═════ Material supplied
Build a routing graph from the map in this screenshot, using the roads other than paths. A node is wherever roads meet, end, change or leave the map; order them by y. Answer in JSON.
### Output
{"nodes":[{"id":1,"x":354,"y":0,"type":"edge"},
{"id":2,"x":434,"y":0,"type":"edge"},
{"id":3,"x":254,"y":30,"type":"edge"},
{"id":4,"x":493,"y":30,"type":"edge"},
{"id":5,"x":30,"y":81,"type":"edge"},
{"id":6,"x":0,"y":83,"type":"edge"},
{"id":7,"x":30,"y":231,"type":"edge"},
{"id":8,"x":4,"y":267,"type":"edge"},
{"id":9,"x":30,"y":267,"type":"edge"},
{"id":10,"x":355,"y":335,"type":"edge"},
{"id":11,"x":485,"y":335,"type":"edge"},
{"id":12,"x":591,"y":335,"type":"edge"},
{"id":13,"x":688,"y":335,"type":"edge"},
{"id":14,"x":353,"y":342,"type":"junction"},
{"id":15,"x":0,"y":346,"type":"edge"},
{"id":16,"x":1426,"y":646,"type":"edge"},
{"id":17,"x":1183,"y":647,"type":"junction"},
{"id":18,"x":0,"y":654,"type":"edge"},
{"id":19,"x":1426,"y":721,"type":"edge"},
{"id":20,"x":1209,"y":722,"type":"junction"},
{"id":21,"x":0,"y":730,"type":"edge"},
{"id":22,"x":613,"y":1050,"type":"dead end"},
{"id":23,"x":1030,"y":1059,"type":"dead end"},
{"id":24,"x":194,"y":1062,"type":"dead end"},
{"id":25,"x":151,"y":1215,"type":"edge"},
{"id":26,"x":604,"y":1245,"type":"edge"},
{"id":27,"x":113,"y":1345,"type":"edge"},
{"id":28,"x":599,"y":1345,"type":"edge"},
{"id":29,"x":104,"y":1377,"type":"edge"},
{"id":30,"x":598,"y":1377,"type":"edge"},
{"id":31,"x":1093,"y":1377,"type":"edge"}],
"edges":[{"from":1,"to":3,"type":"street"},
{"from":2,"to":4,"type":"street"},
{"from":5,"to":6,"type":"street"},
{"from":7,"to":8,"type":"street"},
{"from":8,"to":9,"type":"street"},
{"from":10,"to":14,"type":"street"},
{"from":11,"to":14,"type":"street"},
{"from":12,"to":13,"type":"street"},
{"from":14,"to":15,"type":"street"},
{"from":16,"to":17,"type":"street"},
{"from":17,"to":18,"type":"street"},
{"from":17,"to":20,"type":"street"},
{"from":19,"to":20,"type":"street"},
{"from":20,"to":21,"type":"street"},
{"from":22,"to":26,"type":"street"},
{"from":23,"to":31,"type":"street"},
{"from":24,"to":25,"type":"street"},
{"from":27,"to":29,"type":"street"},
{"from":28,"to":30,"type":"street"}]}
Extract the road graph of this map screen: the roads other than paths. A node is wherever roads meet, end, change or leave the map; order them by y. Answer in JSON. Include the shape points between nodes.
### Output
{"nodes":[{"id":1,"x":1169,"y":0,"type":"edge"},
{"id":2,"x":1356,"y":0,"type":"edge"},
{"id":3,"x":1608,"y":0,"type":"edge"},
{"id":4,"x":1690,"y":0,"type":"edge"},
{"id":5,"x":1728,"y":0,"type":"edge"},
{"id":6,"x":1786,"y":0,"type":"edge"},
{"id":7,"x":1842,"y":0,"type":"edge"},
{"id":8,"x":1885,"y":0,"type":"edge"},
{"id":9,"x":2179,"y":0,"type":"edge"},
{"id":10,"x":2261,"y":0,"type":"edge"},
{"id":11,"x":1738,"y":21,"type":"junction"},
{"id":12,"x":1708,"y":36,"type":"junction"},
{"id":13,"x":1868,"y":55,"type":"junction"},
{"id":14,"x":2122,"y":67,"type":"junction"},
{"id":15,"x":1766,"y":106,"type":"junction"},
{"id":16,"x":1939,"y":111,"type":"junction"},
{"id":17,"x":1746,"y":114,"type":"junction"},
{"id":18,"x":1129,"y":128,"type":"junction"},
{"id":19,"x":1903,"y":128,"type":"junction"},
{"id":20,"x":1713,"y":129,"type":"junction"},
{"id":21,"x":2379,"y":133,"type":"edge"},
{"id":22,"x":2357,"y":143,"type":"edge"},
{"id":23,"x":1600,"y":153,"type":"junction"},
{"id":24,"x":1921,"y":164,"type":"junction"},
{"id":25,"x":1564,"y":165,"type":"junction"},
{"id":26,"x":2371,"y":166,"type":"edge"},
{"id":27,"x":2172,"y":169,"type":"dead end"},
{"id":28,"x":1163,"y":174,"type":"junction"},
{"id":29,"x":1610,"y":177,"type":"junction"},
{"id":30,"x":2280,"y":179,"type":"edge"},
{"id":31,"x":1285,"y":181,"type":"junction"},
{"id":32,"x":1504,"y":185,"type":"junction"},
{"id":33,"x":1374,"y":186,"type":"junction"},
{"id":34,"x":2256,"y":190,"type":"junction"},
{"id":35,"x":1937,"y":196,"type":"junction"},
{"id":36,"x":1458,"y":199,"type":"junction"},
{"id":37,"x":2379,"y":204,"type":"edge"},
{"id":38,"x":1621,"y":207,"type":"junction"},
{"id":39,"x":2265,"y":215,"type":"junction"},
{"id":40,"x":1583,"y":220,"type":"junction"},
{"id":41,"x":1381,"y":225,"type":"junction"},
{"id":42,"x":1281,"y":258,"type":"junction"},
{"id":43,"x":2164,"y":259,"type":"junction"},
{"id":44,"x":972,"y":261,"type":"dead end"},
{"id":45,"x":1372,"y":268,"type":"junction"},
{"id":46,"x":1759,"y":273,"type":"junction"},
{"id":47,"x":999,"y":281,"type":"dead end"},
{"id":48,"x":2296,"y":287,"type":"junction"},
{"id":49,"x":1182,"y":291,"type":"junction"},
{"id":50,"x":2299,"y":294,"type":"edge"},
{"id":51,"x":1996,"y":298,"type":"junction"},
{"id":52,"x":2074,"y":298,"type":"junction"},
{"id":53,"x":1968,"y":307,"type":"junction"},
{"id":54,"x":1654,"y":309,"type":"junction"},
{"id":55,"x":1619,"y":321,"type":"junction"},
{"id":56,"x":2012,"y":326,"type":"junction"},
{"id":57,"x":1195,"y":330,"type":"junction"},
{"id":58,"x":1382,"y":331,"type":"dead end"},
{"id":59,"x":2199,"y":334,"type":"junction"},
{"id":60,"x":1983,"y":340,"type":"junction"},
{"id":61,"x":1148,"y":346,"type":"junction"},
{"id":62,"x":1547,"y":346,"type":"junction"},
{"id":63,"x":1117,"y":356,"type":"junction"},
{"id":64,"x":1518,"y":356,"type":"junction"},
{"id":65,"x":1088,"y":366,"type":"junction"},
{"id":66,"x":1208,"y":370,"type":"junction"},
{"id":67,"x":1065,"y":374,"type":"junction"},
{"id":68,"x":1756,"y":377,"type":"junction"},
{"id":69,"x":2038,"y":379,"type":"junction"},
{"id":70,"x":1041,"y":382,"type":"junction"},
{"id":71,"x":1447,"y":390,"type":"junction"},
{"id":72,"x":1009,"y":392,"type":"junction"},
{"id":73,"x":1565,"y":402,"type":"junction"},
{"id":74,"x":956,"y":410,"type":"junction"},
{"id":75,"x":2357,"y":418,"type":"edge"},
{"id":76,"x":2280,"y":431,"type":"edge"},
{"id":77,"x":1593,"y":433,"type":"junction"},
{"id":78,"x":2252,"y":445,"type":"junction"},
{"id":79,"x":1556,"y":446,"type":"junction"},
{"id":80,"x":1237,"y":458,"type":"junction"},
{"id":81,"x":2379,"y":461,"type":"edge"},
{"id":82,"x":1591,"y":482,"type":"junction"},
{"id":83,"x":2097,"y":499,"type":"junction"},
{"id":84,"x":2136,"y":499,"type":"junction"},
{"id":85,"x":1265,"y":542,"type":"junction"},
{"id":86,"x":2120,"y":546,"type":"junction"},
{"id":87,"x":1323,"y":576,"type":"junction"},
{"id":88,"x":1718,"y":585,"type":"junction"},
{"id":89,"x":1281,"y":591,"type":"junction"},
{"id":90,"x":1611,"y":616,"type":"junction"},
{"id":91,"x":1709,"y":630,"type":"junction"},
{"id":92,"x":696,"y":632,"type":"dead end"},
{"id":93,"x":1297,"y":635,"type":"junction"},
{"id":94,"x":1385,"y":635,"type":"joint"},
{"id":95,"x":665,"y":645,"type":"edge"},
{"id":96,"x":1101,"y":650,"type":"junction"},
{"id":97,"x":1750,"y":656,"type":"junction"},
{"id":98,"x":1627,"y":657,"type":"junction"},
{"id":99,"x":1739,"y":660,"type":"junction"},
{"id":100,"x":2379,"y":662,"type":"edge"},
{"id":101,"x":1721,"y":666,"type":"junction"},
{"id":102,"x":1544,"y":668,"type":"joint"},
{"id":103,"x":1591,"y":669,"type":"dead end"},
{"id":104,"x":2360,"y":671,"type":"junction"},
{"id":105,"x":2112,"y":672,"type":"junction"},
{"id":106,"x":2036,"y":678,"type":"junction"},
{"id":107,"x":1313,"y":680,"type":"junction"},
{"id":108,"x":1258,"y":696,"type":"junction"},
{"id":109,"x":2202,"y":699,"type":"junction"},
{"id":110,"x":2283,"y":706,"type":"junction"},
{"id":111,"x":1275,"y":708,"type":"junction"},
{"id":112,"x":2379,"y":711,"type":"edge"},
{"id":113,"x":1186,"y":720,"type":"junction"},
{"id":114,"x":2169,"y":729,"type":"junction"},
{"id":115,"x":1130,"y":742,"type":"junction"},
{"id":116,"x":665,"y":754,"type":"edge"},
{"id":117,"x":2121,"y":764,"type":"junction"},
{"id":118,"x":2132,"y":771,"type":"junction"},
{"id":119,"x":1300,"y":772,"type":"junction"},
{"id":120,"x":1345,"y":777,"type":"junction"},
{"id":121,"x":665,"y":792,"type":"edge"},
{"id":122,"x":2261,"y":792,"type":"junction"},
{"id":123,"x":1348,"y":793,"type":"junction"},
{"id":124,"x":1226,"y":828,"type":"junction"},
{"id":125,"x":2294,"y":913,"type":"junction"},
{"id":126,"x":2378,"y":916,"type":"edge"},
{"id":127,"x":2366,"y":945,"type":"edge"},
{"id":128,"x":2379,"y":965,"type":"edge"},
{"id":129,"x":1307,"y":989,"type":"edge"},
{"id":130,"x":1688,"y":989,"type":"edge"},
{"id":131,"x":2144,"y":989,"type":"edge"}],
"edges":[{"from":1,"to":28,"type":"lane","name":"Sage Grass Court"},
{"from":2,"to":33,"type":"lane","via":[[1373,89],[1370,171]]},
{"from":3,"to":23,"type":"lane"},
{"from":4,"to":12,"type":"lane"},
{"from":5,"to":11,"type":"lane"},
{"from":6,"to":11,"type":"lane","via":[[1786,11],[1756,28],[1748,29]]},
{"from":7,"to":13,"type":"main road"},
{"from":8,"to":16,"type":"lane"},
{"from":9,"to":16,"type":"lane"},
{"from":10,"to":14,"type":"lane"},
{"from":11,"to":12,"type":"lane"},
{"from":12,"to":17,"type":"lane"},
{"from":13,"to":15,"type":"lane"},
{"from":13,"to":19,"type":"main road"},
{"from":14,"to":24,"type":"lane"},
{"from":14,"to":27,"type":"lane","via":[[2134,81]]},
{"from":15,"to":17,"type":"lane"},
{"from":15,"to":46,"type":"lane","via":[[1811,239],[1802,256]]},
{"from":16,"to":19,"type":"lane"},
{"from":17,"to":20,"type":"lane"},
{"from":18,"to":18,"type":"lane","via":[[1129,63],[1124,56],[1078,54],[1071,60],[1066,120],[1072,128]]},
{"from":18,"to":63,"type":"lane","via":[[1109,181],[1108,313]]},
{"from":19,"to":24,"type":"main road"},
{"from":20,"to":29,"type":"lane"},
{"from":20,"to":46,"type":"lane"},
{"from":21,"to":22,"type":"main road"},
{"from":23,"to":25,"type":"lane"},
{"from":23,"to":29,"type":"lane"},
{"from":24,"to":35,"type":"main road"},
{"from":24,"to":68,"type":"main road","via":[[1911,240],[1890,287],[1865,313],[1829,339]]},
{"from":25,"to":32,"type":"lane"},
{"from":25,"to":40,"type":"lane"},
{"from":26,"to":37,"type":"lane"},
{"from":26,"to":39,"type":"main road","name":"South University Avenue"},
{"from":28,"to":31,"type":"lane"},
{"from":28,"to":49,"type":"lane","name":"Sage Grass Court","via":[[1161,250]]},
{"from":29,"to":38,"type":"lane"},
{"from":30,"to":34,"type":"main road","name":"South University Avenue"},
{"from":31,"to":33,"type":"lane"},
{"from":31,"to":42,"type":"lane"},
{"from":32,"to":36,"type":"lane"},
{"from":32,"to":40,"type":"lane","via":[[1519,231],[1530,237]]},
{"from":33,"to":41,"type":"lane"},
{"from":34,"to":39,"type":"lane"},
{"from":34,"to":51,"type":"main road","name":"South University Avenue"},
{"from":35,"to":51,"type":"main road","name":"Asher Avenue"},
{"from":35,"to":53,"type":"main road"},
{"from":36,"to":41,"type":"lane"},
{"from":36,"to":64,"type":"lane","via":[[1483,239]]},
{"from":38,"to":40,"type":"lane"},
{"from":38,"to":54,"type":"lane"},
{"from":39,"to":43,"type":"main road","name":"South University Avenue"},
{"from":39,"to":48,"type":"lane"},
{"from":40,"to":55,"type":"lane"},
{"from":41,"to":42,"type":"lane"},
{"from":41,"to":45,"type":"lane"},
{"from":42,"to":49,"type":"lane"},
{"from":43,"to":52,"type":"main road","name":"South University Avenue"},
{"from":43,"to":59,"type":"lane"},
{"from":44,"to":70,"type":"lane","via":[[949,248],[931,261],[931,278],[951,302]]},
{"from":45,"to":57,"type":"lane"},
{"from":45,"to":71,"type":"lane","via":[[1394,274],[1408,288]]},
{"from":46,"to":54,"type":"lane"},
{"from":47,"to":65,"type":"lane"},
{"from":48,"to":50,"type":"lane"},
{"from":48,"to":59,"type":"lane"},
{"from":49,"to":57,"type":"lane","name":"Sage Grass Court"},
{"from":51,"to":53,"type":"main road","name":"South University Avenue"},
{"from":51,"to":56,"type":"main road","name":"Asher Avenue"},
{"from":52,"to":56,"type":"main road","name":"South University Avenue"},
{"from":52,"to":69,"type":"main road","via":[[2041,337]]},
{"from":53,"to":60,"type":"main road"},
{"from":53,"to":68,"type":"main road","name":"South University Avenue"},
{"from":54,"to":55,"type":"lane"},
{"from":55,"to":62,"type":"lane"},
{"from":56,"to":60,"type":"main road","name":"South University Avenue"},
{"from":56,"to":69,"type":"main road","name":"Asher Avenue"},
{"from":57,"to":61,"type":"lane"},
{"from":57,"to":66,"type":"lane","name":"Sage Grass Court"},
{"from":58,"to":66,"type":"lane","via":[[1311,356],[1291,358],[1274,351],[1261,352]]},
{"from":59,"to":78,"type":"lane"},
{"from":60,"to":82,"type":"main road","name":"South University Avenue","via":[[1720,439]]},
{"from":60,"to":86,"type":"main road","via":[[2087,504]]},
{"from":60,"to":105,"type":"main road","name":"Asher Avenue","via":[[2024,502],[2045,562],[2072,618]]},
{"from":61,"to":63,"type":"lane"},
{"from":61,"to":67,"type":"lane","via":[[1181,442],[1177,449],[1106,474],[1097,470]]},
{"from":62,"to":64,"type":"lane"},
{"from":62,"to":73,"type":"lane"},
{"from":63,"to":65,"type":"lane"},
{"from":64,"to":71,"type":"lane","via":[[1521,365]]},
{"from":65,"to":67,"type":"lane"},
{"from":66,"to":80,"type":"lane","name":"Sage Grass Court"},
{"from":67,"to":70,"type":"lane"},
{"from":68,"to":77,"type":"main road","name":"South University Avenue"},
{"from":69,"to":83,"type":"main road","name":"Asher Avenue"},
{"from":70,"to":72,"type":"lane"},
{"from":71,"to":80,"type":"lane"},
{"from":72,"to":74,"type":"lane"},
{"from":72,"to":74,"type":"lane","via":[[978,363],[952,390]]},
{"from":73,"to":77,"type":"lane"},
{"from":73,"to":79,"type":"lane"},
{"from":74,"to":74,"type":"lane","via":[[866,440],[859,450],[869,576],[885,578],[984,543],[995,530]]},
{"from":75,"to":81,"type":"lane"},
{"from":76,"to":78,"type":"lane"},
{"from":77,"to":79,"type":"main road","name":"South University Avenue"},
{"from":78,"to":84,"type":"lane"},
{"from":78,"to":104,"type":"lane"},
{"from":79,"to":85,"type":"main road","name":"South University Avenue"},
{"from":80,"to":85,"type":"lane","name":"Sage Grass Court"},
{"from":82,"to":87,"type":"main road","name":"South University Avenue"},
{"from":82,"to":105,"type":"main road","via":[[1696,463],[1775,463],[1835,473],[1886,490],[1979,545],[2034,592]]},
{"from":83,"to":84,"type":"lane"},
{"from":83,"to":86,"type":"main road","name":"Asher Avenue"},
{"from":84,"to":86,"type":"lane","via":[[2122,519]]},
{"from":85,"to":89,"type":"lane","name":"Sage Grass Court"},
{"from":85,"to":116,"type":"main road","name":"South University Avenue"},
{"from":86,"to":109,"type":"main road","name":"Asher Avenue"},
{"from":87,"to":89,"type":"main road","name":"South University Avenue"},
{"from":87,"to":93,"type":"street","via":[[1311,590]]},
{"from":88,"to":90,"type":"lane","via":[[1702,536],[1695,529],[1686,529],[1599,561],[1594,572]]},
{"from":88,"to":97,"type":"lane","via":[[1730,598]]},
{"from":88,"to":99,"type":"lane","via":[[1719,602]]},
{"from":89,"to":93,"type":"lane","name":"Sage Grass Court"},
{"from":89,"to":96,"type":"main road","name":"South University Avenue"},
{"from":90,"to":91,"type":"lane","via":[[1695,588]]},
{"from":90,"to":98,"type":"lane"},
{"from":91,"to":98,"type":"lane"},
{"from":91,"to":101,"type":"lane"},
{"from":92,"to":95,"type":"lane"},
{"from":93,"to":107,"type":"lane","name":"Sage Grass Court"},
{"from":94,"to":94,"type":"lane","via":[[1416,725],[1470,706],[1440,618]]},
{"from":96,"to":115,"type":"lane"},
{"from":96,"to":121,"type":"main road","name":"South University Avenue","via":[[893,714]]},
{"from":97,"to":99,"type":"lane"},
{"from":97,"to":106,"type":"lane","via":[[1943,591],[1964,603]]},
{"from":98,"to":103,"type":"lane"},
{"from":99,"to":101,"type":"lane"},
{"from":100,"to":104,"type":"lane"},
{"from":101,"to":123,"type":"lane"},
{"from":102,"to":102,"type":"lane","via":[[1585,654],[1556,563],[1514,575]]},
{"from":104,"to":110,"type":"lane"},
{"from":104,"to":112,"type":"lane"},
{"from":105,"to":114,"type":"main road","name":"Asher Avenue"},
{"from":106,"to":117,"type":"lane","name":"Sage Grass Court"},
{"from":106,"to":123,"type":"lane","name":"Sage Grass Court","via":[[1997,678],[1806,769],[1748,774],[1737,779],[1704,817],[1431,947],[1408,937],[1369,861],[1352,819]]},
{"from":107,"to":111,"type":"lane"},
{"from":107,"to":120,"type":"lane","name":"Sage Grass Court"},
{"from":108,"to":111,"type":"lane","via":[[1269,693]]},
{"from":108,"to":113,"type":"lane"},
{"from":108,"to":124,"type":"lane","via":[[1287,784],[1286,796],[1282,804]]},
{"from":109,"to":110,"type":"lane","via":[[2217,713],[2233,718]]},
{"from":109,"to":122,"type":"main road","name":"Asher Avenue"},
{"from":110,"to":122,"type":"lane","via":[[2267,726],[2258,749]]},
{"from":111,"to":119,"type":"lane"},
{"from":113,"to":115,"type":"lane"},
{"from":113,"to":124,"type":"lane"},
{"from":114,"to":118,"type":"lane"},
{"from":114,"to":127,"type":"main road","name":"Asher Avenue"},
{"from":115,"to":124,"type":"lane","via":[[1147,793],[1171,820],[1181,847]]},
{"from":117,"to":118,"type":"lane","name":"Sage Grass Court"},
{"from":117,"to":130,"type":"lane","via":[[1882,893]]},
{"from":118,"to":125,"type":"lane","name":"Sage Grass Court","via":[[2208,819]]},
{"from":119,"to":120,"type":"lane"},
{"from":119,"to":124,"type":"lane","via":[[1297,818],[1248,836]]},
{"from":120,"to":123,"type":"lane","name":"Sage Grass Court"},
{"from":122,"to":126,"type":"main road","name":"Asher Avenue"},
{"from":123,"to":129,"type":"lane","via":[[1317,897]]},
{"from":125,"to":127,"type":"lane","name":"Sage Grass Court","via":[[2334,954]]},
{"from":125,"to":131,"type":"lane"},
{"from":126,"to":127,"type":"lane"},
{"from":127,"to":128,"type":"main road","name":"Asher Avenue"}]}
══════════
What lines in the entries above hold "roads"? Copy every one.

### Completed exercise
Build a routing graph from the map in this screenshot, using the roads other than paths. A node is wherever roads meet, end, change or leave the map; order them by y. Answer in JSON.
Extract the road graph of this map screen: the roads other than paths. A node is wherever roads meet, end, change or leave the map; order them by y. Answer in JSON. Include the shape points between nodes.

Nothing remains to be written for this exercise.